-- Data for analysis follows --
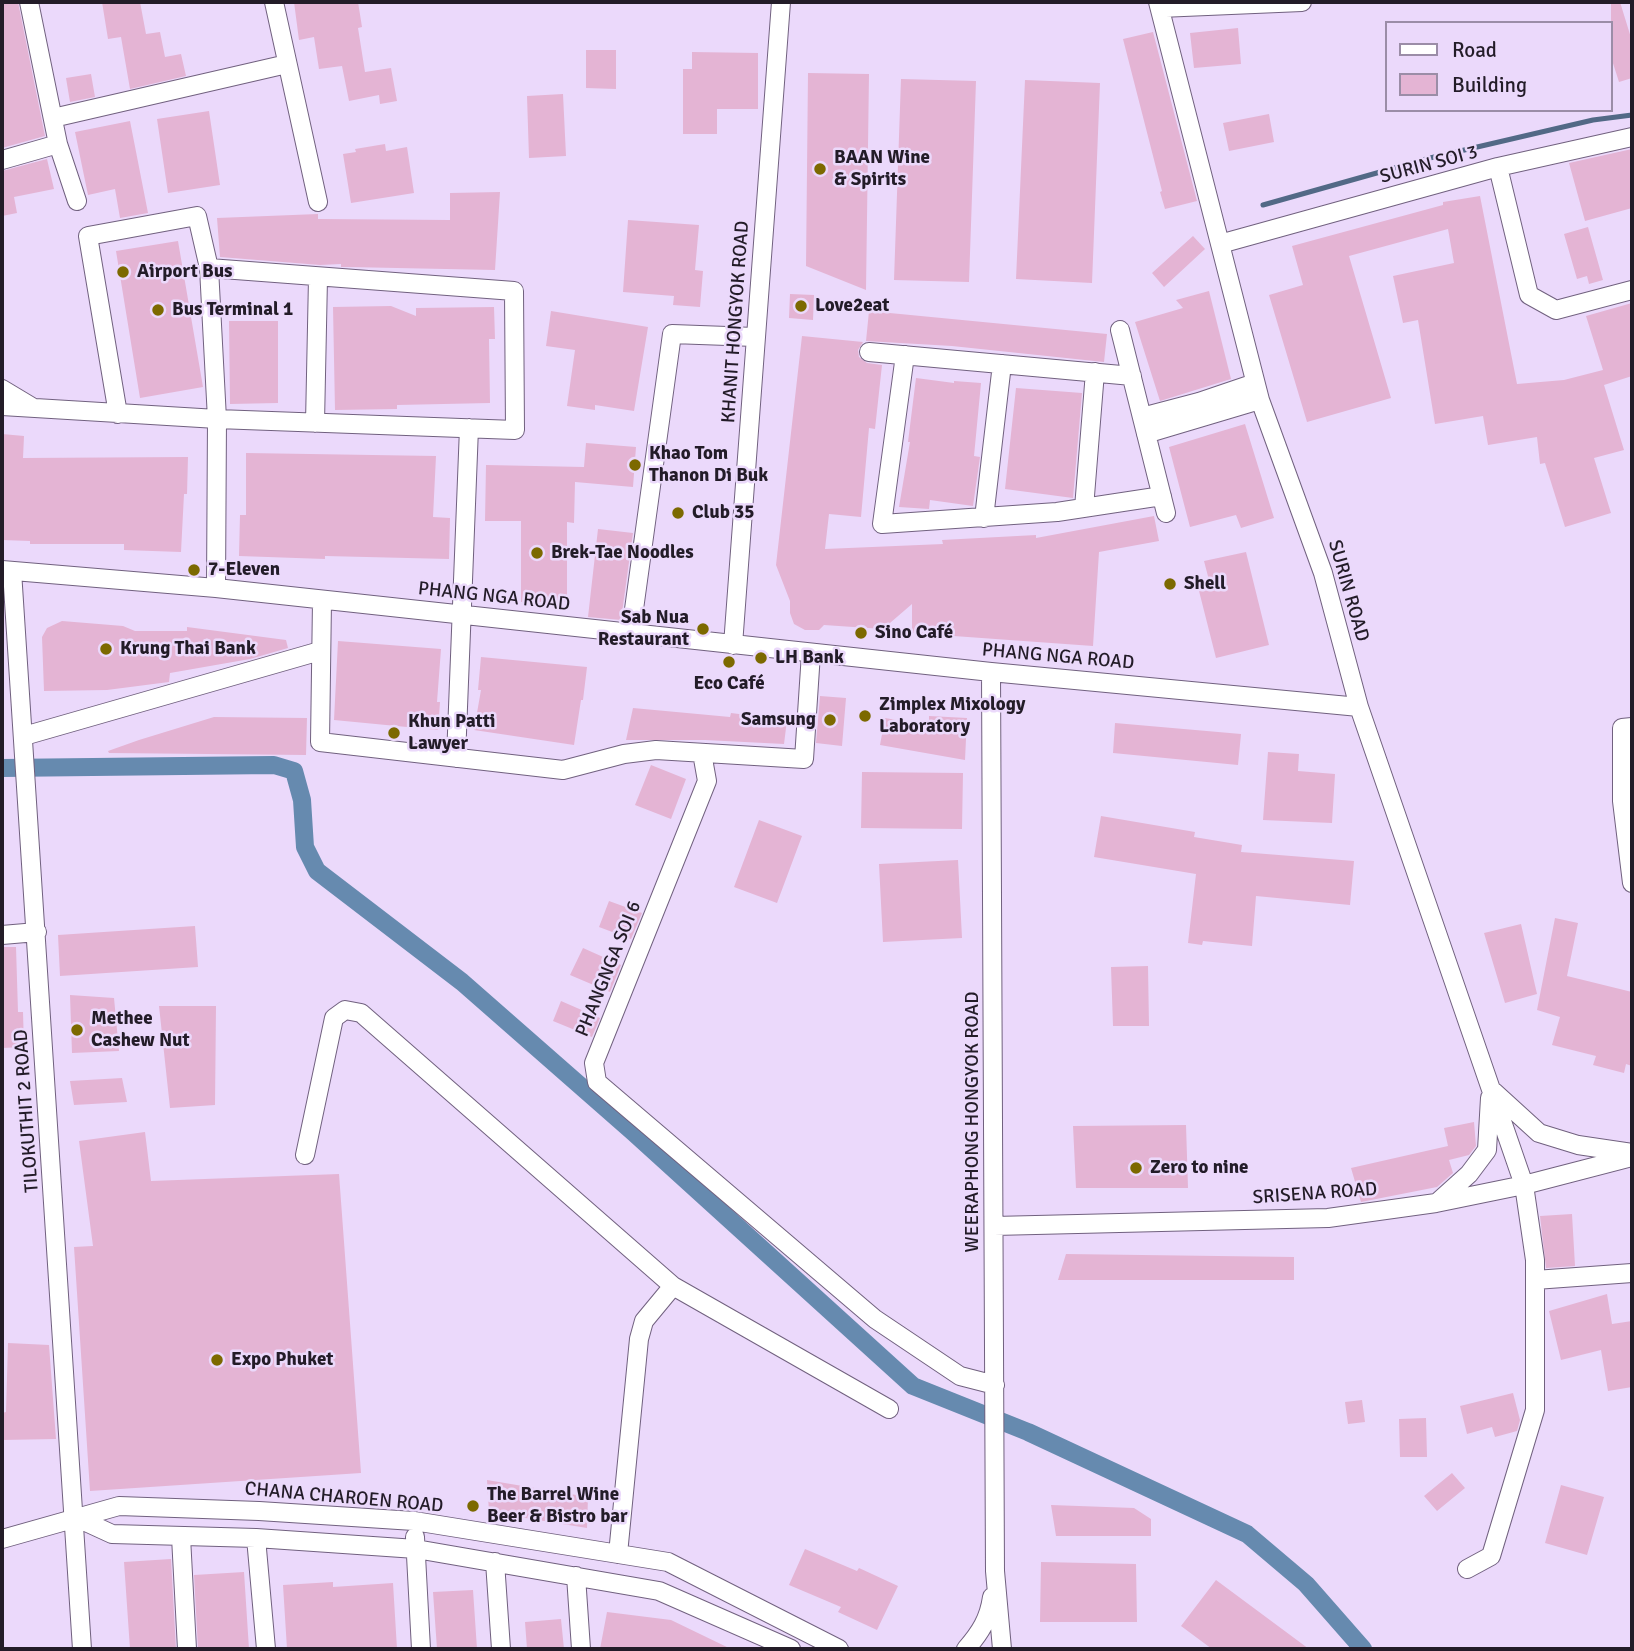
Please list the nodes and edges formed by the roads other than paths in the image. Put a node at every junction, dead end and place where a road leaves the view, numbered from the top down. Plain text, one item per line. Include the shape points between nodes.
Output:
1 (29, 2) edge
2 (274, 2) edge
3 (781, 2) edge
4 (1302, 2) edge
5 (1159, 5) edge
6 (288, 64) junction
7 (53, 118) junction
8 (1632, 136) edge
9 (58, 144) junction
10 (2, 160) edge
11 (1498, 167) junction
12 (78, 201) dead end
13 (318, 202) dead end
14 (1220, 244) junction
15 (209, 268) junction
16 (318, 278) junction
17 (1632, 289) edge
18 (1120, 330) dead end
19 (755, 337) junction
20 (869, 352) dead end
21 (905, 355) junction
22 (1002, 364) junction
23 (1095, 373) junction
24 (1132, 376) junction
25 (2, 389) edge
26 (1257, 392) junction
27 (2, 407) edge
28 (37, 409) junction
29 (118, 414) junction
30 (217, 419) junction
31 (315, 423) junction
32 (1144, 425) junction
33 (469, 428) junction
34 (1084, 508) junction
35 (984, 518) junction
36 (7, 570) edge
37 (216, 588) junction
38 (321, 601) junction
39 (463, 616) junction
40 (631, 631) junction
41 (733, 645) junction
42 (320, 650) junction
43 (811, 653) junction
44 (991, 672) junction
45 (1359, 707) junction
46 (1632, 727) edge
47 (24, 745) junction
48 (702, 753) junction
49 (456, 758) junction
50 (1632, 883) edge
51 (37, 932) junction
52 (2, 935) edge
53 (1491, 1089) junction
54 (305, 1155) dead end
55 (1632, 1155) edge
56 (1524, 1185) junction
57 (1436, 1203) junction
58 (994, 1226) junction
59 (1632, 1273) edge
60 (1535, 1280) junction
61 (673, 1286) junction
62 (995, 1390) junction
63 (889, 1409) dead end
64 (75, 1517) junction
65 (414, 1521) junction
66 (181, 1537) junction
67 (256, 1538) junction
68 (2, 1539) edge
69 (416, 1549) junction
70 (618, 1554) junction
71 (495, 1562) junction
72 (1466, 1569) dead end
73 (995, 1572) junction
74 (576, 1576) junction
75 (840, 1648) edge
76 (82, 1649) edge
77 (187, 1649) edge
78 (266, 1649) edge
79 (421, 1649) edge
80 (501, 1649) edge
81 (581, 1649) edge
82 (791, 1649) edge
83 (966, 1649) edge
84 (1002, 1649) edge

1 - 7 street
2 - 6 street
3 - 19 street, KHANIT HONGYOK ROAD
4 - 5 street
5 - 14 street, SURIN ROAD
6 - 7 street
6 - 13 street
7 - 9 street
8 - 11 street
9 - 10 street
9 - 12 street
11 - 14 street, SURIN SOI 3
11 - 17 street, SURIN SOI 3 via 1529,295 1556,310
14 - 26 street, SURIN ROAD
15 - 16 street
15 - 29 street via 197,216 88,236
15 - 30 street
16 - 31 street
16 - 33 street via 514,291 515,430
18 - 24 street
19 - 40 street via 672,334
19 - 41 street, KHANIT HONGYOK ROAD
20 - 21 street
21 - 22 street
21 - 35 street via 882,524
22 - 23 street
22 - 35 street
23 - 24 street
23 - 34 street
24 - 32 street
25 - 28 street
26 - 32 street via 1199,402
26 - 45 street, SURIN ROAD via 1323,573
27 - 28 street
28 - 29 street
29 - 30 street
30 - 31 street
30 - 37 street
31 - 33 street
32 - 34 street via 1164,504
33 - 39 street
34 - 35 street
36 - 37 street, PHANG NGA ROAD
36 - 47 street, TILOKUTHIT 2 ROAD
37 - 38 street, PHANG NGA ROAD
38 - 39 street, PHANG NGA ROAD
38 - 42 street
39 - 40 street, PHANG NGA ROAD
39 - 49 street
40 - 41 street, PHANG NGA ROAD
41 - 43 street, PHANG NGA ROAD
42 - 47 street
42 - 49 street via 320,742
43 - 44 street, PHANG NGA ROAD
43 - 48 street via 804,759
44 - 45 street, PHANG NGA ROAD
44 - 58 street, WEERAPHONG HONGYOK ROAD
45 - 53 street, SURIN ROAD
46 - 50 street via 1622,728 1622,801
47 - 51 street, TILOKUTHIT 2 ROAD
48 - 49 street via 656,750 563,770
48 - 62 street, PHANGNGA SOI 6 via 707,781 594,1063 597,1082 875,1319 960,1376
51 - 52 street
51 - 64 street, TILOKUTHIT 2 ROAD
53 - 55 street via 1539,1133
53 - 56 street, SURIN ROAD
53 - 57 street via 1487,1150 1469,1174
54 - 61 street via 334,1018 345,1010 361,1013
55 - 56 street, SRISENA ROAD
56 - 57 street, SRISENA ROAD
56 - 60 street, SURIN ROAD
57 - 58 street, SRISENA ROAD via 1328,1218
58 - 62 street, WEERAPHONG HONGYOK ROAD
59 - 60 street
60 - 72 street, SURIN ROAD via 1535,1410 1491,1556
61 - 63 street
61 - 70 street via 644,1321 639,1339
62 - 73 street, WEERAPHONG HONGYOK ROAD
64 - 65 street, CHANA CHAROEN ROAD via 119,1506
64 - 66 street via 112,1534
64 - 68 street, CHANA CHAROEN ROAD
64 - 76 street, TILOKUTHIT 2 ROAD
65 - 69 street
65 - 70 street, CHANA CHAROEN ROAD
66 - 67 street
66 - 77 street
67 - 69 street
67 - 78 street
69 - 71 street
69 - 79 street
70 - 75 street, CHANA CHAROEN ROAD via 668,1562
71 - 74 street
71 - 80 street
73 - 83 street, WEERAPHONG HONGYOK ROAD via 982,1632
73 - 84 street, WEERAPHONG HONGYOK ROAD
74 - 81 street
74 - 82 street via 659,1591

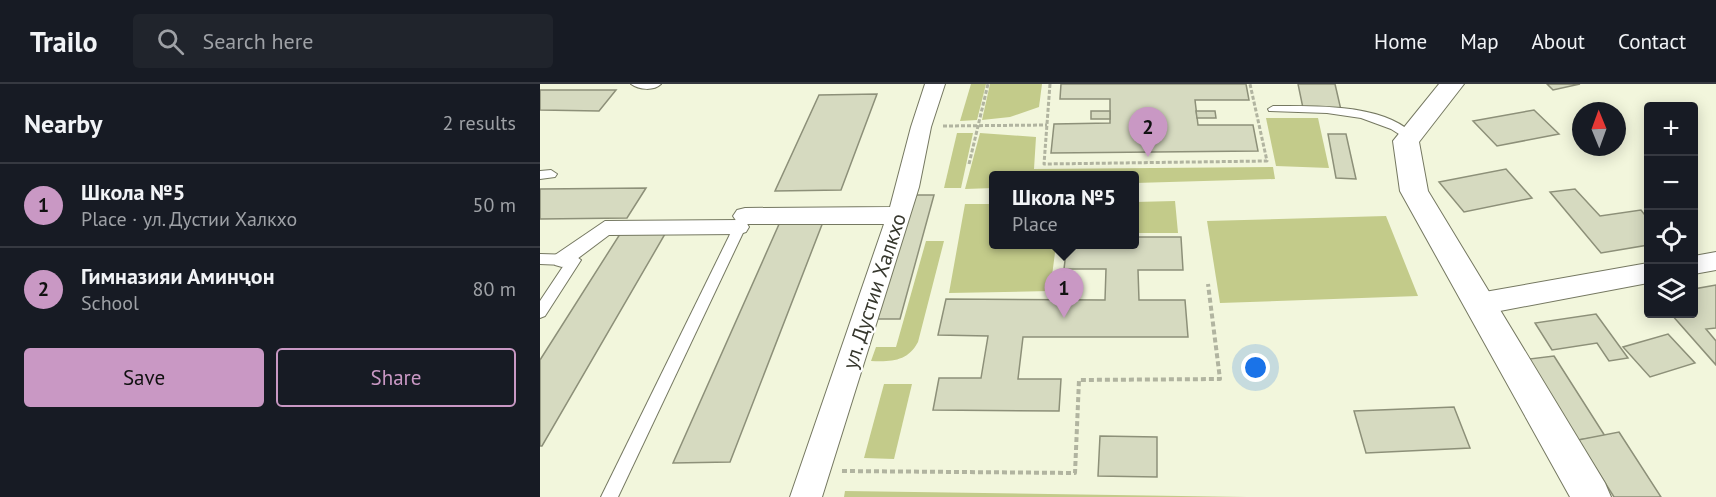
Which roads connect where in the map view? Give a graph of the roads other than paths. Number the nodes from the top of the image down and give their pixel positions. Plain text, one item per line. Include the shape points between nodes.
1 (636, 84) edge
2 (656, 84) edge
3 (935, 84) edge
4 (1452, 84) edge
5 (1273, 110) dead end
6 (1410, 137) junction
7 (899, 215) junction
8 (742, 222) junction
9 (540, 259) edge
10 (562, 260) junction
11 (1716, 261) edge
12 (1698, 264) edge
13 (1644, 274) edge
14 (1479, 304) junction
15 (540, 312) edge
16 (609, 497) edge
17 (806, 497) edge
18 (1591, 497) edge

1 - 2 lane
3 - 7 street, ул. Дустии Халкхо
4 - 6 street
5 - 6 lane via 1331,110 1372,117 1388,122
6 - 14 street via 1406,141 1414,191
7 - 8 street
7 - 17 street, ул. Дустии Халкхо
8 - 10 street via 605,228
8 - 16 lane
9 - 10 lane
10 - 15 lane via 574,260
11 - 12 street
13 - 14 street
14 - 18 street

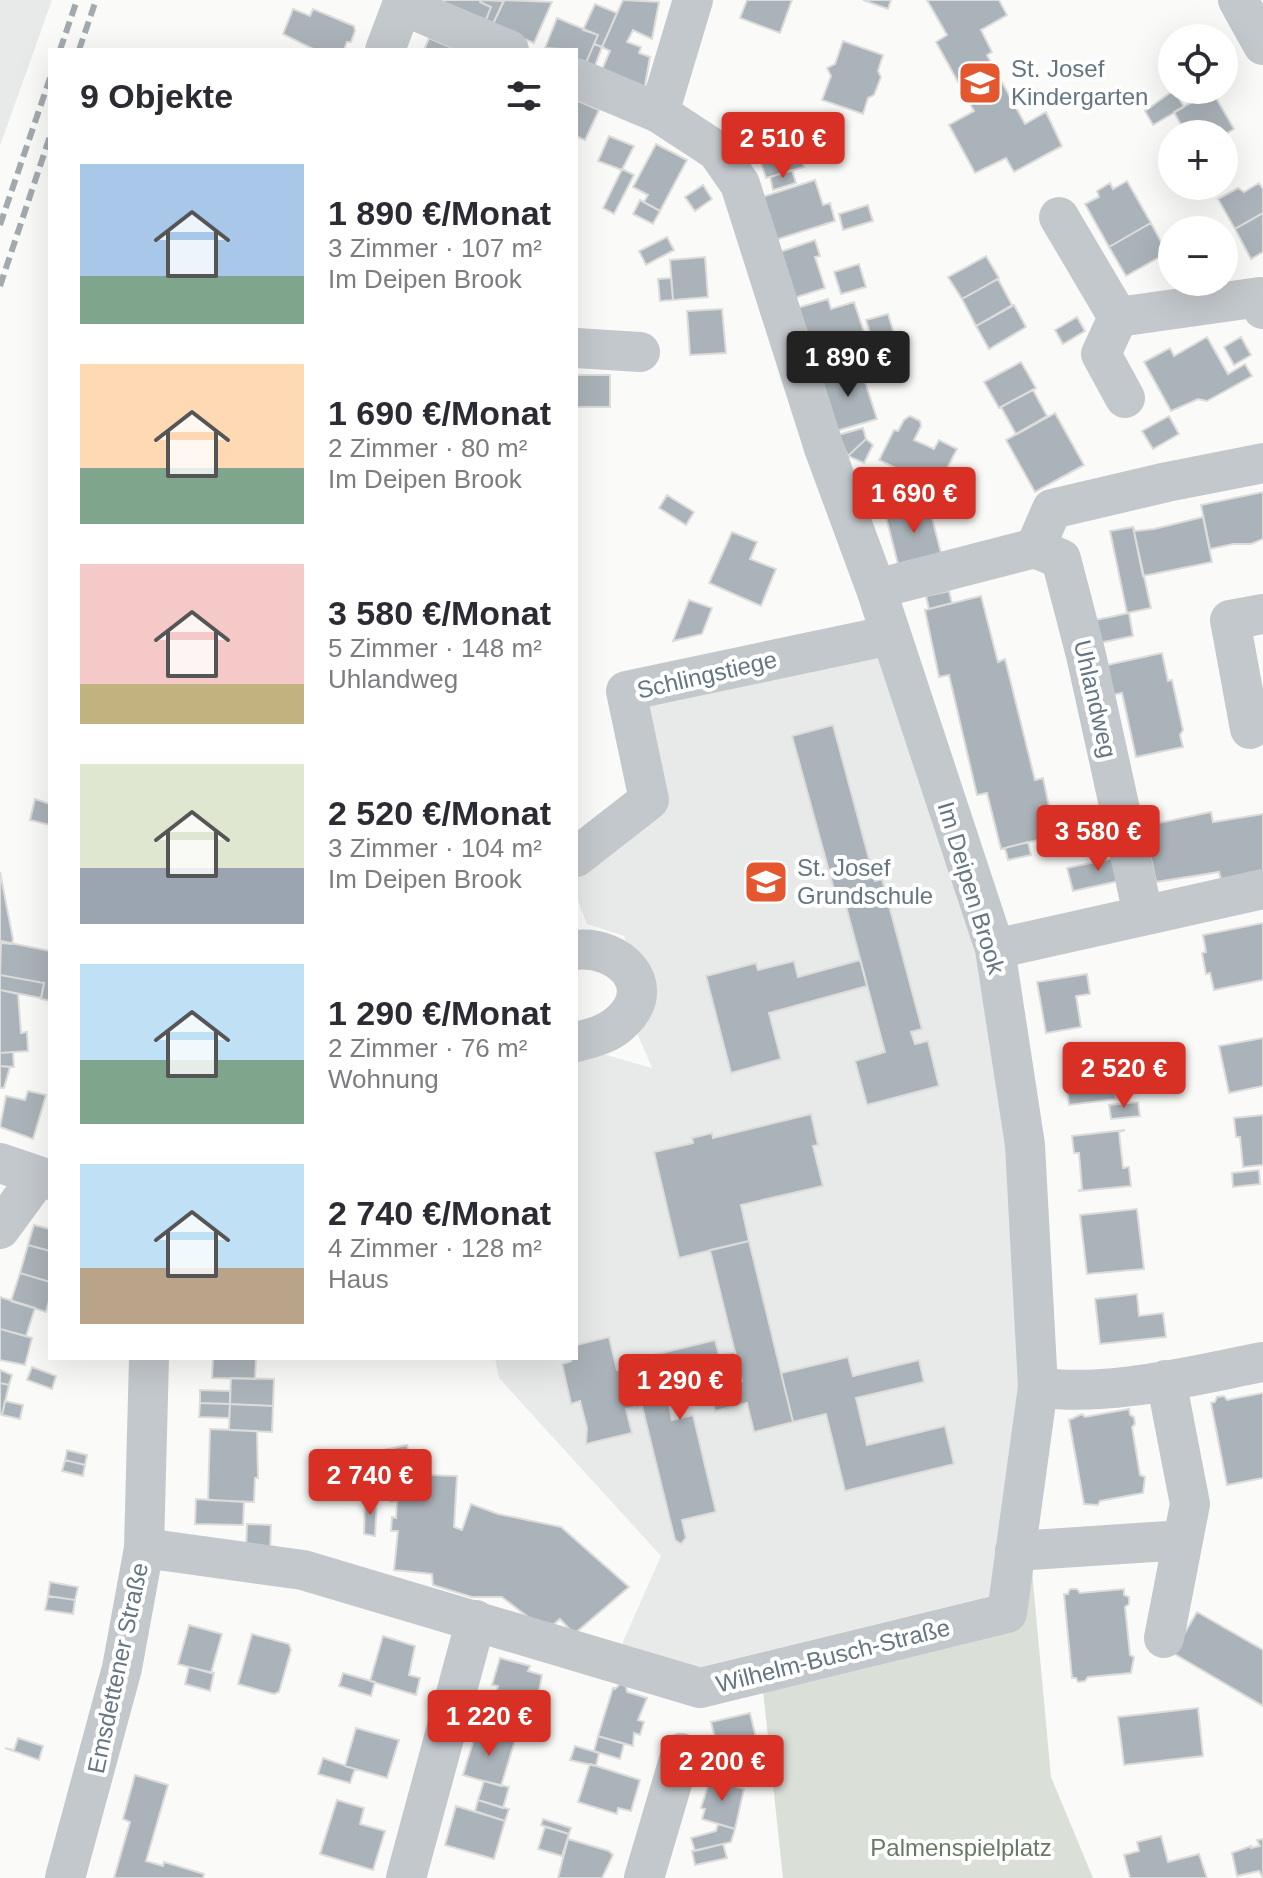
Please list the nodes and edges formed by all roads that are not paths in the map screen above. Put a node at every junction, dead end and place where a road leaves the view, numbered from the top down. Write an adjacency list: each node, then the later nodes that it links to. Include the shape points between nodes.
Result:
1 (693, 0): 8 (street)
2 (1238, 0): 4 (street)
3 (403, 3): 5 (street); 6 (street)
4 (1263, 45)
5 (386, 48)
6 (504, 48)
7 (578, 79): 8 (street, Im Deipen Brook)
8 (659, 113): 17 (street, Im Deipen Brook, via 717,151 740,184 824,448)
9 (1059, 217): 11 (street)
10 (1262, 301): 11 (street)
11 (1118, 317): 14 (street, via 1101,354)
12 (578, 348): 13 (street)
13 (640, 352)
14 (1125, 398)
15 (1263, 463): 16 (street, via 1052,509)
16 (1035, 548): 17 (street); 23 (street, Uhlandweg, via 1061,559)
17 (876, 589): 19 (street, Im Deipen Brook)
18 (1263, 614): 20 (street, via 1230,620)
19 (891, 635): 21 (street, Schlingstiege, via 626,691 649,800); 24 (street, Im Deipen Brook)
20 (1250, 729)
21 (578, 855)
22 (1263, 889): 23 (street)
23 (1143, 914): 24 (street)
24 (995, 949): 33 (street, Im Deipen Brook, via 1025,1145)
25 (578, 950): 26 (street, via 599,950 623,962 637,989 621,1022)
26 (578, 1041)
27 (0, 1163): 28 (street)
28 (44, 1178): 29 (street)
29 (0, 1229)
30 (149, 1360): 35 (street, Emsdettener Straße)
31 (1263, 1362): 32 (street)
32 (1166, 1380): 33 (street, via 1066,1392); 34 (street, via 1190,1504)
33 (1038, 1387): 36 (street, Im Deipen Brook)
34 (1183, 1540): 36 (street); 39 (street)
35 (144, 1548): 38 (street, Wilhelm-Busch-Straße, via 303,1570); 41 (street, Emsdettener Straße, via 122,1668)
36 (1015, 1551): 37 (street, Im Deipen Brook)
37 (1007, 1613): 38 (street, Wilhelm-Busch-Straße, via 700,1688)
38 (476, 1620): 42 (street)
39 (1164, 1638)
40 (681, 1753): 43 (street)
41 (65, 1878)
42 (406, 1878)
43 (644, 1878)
-- Data for analysis concluded --
Required work →
Select and copy each line from the data that includes the word "image".

Task answer →
Please list the nodes and edges formed by the roads other than paths in the image. Put a node at every junction, dead end and place where a road leaves the view, numbered from the top down. Plain text, one item per line. Include the shape points between nodes.
Which roads connect where in the map view? Give a graph of the roads other than paths. Number the nodes from the top of the image down and give their pixel positions. Plain text, one item per line. Include the shape points between nodes.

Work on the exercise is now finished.